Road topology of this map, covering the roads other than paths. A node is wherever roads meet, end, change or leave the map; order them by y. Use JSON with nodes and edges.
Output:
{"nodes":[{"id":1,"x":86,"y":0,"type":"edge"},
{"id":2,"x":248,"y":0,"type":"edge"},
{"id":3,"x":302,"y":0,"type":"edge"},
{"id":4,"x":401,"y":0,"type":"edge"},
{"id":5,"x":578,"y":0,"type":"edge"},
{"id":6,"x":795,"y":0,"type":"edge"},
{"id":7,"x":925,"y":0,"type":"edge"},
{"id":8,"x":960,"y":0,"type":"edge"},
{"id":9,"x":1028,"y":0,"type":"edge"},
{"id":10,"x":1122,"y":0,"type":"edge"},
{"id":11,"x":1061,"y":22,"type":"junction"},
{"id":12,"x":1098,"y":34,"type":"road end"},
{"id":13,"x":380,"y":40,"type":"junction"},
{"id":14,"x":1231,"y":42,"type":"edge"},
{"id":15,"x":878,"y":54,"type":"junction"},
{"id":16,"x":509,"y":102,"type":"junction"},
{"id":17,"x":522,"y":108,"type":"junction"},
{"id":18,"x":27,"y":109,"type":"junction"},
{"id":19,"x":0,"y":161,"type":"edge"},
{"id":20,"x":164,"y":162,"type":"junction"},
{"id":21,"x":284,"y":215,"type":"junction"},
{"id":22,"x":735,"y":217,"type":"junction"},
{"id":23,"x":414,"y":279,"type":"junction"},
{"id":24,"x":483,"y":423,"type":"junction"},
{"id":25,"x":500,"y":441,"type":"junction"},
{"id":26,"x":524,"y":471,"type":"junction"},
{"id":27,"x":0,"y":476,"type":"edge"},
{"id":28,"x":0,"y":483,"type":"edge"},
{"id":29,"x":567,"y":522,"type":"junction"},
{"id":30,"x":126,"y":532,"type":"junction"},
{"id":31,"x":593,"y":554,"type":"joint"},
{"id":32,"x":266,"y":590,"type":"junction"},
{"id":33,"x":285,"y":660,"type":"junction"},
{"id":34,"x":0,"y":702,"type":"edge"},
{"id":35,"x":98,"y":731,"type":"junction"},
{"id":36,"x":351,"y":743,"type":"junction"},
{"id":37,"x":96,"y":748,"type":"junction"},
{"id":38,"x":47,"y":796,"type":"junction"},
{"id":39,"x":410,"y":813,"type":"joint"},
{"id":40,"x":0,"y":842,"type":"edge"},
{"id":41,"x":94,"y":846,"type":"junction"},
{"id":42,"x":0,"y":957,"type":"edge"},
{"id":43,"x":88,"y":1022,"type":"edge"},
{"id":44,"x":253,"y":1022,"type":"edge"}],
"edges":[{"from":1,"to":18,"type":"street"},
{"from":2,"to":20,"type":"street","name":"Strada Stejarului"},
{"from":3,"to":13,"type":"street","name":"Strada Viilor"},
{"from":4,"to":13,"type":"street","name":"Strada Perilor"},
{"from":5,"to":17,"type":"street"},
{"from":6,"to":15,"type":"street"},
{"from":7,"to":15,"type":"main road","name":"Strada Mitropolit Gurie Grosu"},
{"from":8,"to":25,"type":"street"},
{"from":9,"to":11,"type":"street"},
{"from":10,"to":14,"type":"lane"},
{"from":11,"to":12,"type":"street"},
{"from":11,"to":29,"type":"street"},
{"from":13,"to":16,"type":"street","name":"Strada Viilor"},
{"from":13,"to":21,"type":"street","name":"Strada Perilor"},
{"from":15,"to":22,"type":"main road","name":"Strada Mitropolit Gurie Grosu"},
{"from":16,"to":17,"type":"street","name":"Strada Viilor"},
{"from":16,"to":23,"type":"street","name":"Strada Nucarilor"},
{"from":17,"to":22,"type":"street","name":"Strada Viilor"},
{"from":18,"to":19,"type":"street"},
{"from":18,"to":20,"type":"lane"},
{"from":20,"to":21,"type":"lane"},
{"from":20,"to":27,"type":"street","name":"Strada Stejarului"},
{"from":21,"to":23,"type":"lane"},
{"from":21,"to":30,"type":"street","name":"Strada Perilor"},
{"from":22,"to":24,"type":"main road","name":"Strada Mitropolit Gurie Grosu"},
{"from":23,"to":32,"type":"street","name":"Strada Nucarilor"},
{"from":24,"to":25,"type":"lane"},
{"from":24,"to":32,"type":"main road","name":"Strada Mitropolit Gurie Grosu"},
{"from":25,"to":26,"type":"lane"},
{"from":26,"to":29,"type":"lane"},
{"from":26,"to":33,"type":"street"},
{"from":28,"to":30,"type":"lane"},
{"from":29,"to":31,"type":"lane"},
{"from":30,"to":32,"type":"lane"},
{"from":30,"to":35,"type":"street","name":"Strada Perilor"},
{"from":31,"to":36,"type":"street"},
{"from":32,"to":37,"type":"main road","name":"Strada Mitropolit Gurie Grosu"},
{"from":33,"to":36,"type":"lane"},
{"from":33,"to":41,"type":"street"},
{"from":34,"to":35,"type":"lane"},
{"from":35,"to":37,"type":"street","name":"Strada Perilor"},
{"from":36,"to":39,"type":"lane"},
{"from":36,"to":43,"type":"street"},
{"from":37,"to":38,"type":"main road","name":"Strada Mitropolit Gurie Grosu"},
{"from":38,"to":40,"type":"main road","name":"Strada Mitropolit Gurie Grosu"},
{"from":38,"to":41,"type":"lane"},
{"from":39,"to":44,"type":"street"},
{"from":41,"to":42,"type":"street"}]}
-*-*-
Activity:
Each line that mentions the string "nodes" must be copied from the listing.

Solution for this task:
Road topology of this map, covering the roads other than paths. A node is wherever roads meet, end, change or leave the map; order them by y. Use JSON with nodes and edges.
{"nodes":[{"id":1,"x":86,"y":0,"type":"edge"},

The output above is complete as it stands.